During the 1950s, researchers including George Hitchings and Gertrude Elion developed 6-mercaptopurine, and Emil Frei, Emil J. Freireich, and James Holland designed the first combination chemotherapy regimens. In 1961, Frei and colleagues achieved a complete remission rate of 59% and a 2-year survival rate of approximately 20% using a combination of mercaptopurine and methotrexate.

A major breakthrough came in 1962 when Donald Pinkel and colleagues at St. Jude Children's Research Hospital initiated "Total Therapy," featuring remission induction, central nervous system-directed therapy, intensification, and continuation treatment. The Total Therapy V study at St. Jude (1967–68) achieved cures in approximately half of enrolled patients, marking the first significant cure rate for childhood leukemia. By the 1970s, two pivotal studies showed that intensification therapy could boost cure rates to nearly 70%.

The 1980s and 1990s saw further refinements, including risk stratification based on age, white blood cell counts, and genetic findings, allowing treatment to be tailored to individual patients.

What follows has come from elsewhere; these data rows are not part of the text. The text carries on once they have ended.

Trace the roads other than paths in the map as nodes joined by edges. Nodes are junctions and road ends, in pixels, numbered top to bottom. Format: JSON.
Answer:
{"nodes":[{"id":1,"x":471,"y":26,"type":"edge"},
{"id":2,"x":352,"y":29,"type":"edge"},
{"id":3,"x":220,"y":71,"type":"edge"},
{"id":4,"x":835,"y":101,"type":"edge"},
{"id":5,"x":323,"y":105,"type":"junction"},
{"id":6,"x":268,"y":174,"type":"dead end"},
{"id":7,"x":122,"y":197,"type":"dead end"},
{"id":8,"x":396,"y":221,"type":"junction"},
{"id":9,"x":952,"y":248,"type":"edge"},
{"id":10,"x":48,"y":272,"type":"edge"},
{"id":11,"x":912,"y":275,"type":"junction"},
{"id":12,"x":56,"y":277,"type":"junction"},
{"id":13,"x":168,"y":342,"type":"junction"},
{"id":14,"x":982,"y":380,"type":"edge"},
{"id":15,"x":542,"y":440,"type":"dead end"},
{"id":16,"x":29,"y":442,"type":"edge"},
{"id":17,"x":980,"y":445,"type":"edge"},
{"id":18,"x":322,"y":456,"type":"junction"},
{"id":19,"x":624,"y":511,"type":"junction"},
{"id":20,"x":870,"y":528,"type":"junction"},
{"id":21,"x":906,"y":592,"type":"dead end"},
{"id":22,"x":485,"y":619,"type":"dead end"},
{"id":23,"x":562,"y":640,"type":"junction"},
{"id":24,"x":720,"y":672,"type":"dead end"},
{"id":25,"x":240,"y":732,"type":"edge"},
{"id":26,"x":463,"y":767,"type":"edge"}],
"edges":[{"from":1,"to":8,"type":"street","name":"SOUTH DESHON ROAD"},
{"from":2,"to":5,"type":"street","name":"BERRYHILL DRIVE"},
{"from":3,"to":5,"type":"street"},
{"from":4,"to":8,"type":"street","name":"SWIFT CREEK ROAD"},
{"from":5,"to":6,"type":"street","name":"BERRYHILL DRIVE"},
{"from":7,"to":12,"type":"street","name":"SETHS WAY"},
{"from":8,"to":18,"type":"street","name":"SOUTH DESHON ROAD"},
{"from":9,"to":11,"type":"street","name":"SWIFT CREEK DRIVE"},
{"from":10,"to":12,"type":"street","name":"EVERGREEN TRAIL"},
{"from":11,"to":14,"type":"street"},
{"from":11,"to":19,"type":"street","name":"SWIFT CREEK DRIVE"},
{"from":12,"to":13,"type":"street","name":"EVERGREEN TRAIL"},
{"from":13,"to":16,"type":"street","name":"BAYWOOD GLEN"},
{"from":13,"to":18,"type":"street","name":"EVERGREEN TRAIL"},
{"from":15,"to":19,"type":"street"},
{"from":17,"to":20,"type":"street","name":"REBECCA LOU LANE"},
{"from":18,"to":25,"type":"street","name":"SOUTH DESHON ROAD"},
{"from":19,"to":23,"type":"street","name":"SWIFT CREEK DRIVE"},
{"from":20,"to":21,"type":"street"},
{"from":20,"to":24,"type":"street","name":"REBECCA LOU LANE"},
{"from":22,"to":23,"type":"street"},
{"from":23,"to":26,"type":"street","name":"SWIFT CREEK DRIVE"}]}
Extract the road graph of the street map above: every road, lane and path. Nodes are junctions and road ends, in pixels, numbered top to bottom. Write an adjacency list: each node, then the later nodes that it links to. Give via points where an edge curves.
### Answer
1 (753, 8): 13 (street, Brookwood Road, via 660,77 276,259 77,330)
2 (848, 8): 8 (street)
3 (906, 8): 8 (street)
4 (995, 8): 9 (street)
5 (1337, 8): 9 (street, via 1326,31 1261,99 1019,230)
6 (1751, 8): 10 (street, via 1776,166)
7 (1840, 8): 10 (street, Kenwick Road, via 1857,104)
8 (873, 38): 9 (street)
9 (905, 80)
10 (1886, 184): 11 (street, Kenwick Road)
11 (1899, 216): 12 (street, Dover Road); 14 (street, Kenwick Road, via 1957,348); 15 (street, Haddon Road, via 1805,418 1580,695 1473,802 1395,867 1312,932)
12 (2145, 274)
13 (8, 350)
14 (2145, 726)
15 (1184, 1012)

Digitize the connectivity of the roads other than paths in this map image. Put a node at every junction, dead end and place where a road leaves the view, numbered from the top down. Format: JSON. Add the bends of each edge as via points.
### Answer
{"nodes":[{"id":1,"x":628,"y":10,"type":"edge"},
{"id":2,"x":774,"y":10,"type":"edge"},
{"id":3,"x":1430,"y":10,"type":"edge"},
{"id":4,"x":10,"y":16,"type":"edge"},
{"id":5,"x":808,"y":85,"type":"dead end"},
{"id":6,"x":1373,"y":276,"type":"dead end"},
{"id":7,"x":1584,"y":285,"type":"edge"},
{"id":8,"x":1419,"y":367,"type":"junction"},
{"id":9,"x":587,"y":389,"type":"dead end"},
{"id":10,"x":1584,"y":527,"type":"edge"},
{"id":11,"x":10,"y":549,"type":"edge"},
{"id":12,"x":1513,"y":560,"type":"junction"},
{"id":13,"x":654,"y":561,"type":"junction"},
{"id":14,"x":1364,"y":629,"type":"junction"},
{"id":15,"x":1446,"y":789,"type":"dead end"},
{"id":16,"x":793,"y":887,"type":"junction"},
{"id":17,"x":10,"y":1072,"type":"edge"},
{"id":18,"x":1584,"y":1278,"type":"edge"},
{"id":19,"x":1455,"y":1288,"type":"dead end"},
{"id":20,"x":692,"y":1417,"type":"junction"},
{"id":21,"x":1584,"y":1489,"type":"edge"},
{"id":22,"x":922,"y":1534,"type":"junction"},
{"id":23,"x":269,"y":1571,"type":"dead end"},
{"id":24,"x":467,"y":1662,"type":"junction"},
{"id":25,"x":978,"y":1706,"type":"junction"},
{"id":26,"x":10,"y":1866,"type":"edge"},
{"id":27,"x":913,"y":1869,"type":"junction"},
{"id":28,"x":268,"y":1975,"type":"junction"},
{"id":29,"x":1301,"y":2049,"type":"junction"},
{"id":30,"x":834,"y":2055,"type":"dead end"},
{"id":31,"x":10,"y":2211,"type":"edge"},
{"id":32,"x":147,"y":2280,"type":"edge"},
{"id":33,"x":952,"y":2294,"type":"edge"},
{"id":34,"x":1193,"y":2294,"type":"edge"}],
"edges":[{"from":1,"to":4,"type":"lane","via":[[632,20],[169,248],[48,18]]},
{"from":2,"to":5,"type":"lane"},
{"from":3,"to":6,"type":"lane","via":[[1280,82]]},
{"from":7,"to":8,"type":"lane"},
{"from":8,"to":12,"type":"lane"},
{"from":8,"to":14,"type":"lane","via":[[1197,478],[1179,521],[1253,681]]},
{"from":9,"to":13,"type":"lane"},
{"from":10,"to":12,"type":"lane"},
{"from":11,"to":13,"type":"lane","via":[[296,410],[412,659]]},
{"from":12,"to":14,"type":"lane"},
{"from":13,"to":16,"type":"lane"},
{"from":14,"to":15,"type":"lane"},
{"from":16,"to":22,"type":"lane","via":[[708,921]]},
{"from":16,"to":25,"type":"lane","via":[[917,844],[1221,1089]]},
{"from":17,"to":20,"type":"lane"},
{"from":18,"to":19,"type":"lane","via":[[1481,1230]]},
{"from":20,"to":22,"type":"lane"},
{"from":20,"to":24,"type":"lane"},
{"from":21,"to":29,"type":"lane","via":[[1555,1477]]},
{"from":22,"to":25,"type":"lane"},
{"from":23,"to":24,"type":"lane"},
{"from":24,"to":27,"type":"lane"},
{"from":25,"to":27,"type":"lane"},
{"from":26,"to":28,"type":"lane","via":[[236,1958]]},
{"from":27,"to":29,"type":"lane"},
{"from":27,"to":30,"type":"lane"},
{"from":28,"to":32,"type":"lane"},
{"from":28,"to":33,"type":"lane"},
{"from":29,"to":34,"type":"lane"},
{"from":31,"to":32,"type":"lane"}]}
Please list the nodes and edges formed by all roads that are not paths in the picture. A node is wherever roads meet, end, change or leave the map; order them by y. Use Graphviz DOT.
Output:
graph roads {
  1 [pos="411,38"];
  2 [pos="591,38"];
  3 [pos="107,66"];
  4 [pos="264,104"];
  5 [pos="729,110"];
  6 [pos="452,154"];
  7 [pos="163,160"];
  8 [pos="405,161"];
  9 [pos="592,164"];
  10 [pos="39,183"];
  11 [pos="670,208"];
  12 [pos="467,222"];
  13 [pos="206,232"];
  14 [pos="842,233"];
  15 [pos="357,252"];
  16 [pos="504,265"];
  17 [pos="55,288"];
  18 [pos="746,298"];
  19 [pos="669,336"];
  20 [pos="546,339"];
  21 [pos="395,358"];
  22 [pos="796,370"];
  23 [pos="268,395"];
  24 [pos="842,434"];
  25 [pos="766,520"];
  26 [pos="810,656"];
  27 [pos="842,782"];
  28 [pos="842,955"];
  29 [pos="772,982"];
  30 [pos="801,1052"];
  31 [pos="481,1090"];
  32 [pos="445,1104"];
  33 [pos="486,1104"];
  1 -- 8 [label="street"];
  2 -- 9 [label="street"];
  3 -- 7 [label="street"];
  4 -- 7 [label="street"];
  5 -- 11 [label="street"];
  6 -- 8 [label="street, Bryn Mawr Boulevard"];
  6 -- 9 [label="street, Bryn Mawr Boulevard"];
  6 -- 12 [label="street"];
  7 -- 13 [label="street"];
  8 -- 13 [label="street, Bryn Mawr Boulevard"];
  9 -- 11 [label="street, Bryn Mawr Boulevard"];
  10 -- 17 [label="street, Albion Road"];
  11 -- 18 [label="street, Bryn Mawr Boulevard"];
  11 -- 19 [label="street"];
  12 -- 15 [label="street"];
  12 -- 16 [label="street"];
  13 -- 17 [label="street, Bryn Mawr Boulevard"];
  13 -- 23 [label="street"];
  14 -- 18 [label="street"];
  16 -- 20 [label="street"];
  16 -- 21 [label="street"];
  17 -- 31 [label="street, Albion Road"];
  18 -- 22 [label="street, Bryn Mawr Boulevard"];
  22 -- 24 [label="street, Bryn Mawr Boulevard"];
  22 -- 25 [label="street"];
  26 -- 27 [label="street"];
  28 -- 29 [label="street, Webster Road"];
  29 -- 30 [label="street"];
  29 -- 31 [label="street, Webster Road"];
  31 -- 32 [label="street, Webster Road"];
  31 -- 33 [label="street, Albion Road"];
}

Researchers also developed alternatives to cranial radiation, finding that intensive chemotherapy directed at the spinal fluid could protect the brain with fewer long-term side effects.

By the 2010s, approximately 85–90% of children with acute lymphoblastic leukemia in North America and Europe survived at least five years after diagnosis. This improvement resulted from optimized chemotherapy regimens, molecular diagnostics, targeted therapies such as imatinib for Philadelphia chromosome-positive ALL, and improved supportive care. More recently, immunotherapies including CAR T-cell therapy have further improved outcomes.

Physician and researcher John Laszlo, who worked at the National Cancer Institute's Acute Leukemia Service under Frei and Freireich in the 1950s, later documented this history in his 1995 book, The Cure of Childhood Leukemia: Into the Age of Miracles, based on interviews with key figures including Pinkel, Hitchings, Elion, Frei, Freireich, Holland, and others. The book has been described as an "essential primary source for anyone interested in oncology and its history."